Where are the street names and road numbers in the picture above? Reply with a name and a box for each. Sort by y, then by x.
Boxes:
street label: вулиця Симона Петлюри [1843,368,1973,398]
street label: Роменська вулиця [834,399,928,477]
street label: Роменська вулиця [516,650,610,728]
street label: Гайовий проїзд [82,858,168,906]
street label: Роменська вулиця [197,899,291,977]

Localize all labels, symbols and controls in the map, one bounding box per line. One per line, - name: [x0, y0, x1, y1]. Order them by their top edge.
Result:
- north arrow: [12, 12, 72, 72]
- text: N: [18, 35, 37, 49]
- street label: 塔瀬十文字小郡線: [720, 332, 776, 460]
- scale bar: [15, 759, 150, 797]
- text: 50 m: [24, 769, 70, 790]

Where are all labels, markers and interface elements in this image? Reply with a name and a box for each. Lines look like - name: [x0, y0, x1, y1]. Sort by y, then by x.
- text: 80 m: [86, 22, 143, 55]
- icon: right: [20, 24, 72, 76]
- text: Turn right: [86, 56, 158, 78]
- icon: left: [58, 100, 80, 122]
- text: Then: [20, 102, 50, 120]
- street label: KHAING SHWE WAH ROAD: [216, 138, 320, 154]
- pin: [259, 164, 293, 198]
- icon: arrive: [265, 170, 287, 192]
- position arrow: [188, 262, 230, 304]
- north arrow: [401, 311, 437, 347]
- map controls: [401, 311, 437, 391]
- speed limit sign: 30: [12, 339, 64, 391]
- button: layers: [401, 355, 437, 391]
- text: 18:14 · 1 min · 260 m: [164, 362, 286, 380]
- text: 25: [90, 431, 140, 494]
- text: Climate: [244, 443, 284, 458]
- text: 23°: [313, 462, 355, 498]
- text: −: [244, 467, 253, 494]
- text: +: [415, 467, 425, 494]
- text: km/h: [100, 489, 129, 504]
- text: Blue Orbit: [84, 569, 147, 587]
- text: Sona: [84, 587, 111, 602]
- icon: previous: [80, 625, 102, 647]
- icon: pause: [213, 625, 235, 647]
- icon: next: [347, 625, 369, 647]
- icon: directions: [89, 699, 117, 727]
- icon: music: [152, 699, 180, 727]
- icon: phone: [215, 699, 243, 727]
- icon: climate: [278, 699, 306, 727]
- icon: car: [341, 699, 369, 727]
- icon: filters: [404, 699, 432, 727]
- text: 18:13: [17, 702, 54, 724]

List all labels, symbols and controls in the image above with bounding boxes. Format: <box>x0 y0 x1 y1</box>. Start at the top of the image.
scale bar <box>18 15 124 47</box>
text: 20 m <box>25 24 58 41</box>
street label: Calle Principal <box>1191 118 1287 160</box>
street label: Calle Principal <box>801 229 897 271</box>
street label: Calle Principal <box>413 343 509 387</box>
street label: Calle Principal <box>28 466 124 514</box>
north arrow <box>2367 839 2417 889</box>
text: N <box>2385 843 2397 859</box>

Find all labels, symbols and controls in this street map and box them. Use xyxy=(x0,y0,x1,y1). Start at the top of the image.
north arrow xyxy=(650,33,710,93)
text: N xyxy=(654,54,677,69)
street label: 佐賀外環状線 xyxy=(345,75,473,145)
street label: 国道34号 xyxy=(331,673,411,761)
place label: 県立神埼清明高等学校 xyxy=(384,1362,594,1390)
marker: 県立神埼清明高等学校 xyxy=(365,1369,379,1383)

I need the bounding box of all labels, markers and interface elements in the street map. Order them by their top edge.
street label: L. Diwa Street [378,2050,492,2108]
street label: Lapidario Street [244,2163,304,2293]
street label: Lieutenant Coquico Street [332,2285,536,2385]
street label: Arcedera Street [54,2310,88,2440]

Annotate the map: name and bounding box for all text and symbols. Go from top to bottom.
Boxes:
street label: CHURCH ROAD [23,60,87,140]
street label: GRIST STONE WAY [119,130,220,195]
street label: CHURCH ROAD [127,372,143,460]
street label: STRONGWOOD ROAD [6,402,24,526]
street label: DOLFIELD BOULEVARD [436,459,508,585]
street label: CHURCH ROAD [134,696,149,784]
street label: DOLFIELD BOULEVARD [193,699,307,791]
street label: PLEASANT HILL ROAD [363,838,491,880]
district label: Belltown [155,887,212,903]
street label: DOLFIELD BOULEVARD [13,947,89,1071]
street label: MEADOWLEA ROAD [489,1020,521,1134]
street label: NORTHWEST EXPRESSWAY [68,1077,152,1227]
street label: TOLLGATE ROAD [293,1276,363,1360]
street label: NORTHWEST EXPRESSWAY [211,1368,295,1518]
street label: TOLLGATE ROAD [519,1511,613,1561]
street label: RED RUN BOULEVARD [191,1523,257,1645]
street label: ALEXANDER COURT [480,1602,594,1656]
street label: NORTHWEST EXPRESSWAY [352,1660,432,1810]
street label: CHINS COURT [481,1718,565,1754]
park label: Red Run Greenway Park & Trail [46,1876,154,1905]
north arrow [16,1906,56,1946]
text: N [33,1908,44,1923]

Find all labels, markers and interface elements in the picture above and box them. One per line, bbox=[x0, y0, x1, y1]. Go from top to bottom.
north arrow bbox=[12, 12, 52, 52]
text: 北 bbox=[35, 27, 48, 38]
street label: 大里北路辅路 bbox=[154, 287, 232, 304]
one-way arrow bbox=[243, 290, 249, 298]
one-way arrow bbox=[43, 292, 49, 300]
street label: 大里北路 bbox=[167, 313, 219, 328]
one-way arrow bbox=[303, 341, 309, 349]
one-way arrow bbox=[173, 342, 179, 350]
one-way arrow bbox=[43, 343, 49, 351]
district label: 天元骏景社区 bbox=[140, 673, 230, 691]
▬▬▬▬▬▬▬▬▬▬
§ Prompt
The complete listing is to be repeated word for word.

§ Result of this exercise
Where are the street names and road numbers in the picture above? Reply with a name and a box for each. Sort by y, then by x.
Boxes:
street label: вулиця Симона Петлюри [1843,368,1973,398]
street label: Роменська вулиця [834,399,928,477]
street label: Роменська вулиця [516,650,610,728]
street label: Гайовий проїзд [82,858,168,906]
street label: Роменська вулиця [197,899,291,977]

Localize all labels, symbols and controls in the map, one bounding box per line. One per line, - name: [x0, y0, x1, y1]. Order them by their top edge.
Result:
- north arrow: [12, 12, 72, 72]
- text: N: [18, 35, 37, 49]
- street label: 塔瀬十文字小郡線: [720, 332, 776, 460]
- scale bar: [15, 759, 150, 797]
- text: 50 m: [24, 769, 70, 790]

Where are all labels, markers and interface elements in this image? Reply with a name and a box for each. Lines look like - name: [x0, y0, x1, y1]. Sort by y, then by x.
- text: 80 m: [86, 22, 143, 55]
- icon: right: [20, 24, 72, 76]
- text: Turn right: [86, 56, 158, 78]
- icon: left: [58, 100, 80, 122]
- text: Then: [20, 102, 50, 120]
- street label: KHAING SHWE WAH ROAD: [216, 138, 320, 154]
- pin: [259, 164, 293, 198]
- icon: arrive: [265, 170, 287, 192]
- position arrow: [188, 262, 230, 304]
- north arrow: [401, 311, 437, 347]
- map controls: [401, 311, 437, 391]
- speed limit sign: 30: [12, 339, 64, 391]
- button: layers: [401, 355, 437, 391]
- text: 18:14 · 1 min · 260 m: [164, 362, 286, 380]
- text: 25: [90, 431, 140, 494]
- text: Climate: [244, 443, 284, 458]
- text: 23°: [313, 462, 355, 498]
- text: −: [244, 467, 253, 494]
- text: +: [415, 467, 425, 494]
- text: km/h: [100, 489, 129, 504]
- text: Blue Orbit: [84, 569, 147, 587]
- text: Sona: [84, 587, 111, 602]
- icon: previous: [80, 625, 102, 647]
- icon: pause: [213, 625, 235, 647]
- icon: next: [347, 625, 369, 647]
- icon: directions: [89, 699, 117, 727]
- icon: music: [152, 699, 180, 727]
- icon: phone: [215, 699, 243, 727]
- icon: climate: [278, 699, 306, 727]
- icon: car: [341, 699, 369, 727]
- icon: filters: [404, 699, 432, 727]
- text: 18:13: [17, 702, 54, 724]

List all labels, symbols and controls in the image above with bounding boxes. Format: <box>x0 y0 x1 y1</box>. Start at the top of the image.
scale bar <box>18 15 124 47</box>
text: 20 m <box>25 24 58 41</box>
street label: Calle Principal <box>1191 118 1287 160</box>
street label: Calle Principal <box>801 229 897 271</box>
street label: Calle Principal <box>413 343 509 387</box>
street label: Calle Principal <box>28 466 124 514</box>
north arrow <box>2367 839 2417 889</box>
text: N <box>2385 843 2397 859</box>

Find all labels, symbols and controls in this street map and box them. Use xyxy=(x0,y0,x1,y1). Start at the top of the image.
north arrow xyxy=(650,33,710,93)
text: N xyxy=(654,54,677,69)
street label: 佐賀外環状線 xyxy=(345,75,473,145)
street label: 国道34号 xyxy=(331,673,411,761)
place label: 県立神埼清明高等学校 xyxy=(384,1362,594,1390)
marker: 県立神埼清明高等学校 xyxy=(365,1369,379,1383)

I need the bounding box of all labels, markers and interface elements in the street map. Order them by their top edge.
street label: L. Diwa Street [378,2050,492,2108]
street label: Lapidario Street [244,2163,304,2293]
street label: Lieutenant Coquico Street [332,2285,536,2385]
street label: Arcedera Street [54,2310,88,2440]

Annotate the map: name and bounding box for all text and symbols. Go from top to bottom.
Boxes:
street label: CHURCH ROAD [23,60,87,140]
street label: GRIST STONE WAY [119,130,220,195]
street label: CHURCH ROAD [127,372,143,460]
street label: STRONGWOOD ROAD [6,402,24,526]
street label: DOLFIELD BOULEVARD [436,459,508,585]
street label: CHURCH ROAD [134,696,149,784]
street label: DOLFIELD BOULEVARD [193,699,307,791]
street label: PLEASANT HILL ROAD [363,838,491,880]
district label: Belltown [155,887,212,903]
street label: DOLFIELD BOULEVARD [13,947,89,1071]
street label: MEADOWLEA ROAD [489,1020,521,1134]
street label: NORTHWEST EXPRESSWAY [68,1077,152,1227]
street label: TOLLGATE ROAD [293,1276,363,1360]
street label: NORTHWEST EXPRESSWAY [211,1368,295,1518]
street label: TOLLGATE ROAD [519,1511,613,1561]
street label: RED RUN BOULEVARD [191,1523,257,1645]
street label: ALEXANDER COURT [480,1602,594,1656]
street label: NORTHWEST EXPRESSWAY [352,1660,432,1810]
street label: CHINS COURT [481,1718,565,1754]
park label: Red Run Greenway Park & Trail [46,1876,154,1905]
north arrow [16,1906,56,1946]
text: N [33,1908,44,1923]

Find all labels, markers and interface elements in the picture above and box them. One per line, bbox=[x0, y0, x1, y1]. Go from top to bottom.
north arrow bbox=[12, 12, 52, 52]
text: 北 bbox=[35, 27, 48, 38]
street label: 大里北路辅路 bbox=[154, 287, 232, 304]
one-way arrow bbox=[243, 290, 249, 298]
one-way arrow bbox=[43, 292, 49, 300]
street label: 大里北路 bbox=[167, 313, 219, 328]
one-way arrow bbox=[303, 341, 309, 349]
one-way arrow bbox=[173, 342, 179, 350]
one-way arrow bbox=[43, 343, 49, 351]
district label: 天元骏景社区 bbox=[140, 673, 230, 691]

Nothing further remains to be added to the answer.